[Saved data entries]
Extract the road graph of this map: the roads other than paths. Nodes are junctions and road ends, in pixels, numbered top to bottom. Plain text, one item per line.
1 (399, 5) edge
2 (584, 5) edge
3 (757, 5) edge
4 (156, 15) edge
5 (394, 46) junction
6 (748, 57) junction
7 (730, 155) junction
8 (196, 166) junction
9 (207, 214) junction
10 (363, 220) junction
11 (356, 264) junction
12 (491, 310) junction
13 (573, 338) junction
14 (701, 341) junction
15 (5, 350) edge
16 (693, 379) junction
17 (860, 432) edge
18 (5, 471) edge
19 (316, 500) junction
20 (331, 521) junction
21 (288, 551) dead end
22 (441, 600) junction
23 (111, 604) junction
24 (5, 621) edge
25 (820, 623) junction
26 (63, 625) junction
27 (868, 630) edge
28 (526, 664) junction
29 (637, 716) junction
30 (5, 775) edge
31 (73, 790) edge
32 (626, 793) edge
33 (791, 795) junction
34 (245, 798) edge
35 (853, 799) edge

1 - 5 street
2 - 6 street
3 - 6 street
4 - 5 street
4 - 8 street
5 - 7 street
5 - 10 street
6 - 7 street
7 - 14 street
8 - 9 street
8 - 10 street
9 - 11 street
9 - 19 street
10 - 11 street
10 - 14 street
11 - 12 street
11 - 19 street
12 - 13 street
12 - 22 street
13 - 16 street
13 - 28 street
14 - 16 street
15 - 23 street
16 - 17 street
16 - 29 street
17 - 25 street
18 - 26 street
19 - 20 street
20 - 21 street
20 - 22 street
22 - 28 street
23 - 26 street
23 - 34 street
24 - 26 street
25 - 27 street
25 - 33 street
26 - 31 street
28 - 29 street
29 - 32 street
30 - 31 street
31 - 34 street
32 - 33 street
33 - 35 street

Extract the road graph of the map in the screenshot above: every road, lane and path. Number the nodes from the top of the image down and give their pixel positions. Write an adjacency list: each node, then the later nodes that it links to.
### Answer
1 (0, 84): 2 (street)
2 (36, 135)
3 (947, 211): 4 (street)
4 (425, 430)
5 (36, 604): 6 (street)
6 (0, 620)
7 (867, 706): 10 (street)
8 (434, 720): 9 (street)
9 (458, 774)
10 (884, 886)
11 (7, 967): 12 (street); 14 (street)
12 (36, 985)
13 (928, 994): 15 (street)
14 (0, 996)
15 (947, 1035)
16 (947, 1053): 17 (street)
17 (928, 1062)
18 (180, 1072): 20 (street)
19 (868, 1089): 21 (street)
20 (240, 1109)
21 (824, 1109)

▶ About this task
Output the records verbatim, from the first line to the last.

▶ Solution to this problem
Extract the road graph of this map: the roads other than paths. Nodes are junctions and road ends, in pixels, numbered top to bottom. Plain text, one item per line.
1 (399, 5) edge
2 (584, 5) edge
3 (757, 5) edge
4 (156, 15) edge
5 (394, 46) junction
6 (748, 57) junction
7 (730, 155) junction
8 (196, 166) junction
9 (207, 214) junction
10 (363, 220) junction
11 (356, 264) junction
12 (491, 310) junction
13 (573, 338) junction
14 (701, 341) junction
15 (5, 350) edge
16 (693, 379) junction
17 (860, 432) edge
18 (5, 471) edge
19 (316, 500) junction
20 (331, 521) junction
21 (288, 551) dead end
22 (441, 600) junction
23 (111, 604) junction
24 (5, 621) edge
25 (820, 623) junction
26 (63, 625) junction
27 (868, 630) edge
28 (526, 664) junction
29 (637, 716) junction
30 (5, 775) edge
31 (73, 790) edge
32 (626, 793) edge
33 (791, 795) junction
34 (245, 798) edge
35 (853, 799) edge

1 - 5 street
2 - 6 street
3 - 6 street
4 - 5 street
4 - 8 street
5 - 7 street
5 - 10 street
6 - 7 street
7 - 14 street
8 - 9 street
8 - 10 street
9 - 11 street
9 - 19 street
10 - 11 street
10 - 14 street
11 - 12 street
11 - 19 street
12 - 13 street
12 - 22 street
13 - 16 street
13 - 28 street
14 - 16 street
15 - 23 street
16 - 17 street
16 - 29 street
17 - 25 street
18 - 26 street
19 - 20 street
20 - 21 street
20 - 22 street
22 - 28 street
23 - 26 street
23 - 34 street
24 - 26 street
25 - 27 street
25 - 33 street
26 - 31 street
28 - 29 street
29 - 32 street
30 - 31 street
31 - 34 street
32 - 33 street
33 - 35 street

Extract the road graph of the map in the screenshot above: every road, lane and path. Number the nodes from the top of the image down and give their pixel positions. Write an adjacency list: each node, then the later nodes that it links to.
### Answer
1 (0, 84): 2 (street)
2 (36, 135)
3 (947, 211): 4 (street)
4 (425, 430)
5 (36, 604): 6 (street)
6 (0, 620)
7 (867, 706): 10 (street)
8 (434, 720): 9 (street)
9 (458, 774)
10 (884, 886)
11 (7, 967): 12 (street); 14 (street)
12 (36, 985)
13 (928, 994): 15 (street)
14 (0, 996)
15 (947, 1035)
16 (947, 1053): 17 (street)
17 (928, 1062)
18 (180, 1072): 20 (street)
19 (868, 1089): 21 (street)
20 (240, 1109)
21 (824, 1109)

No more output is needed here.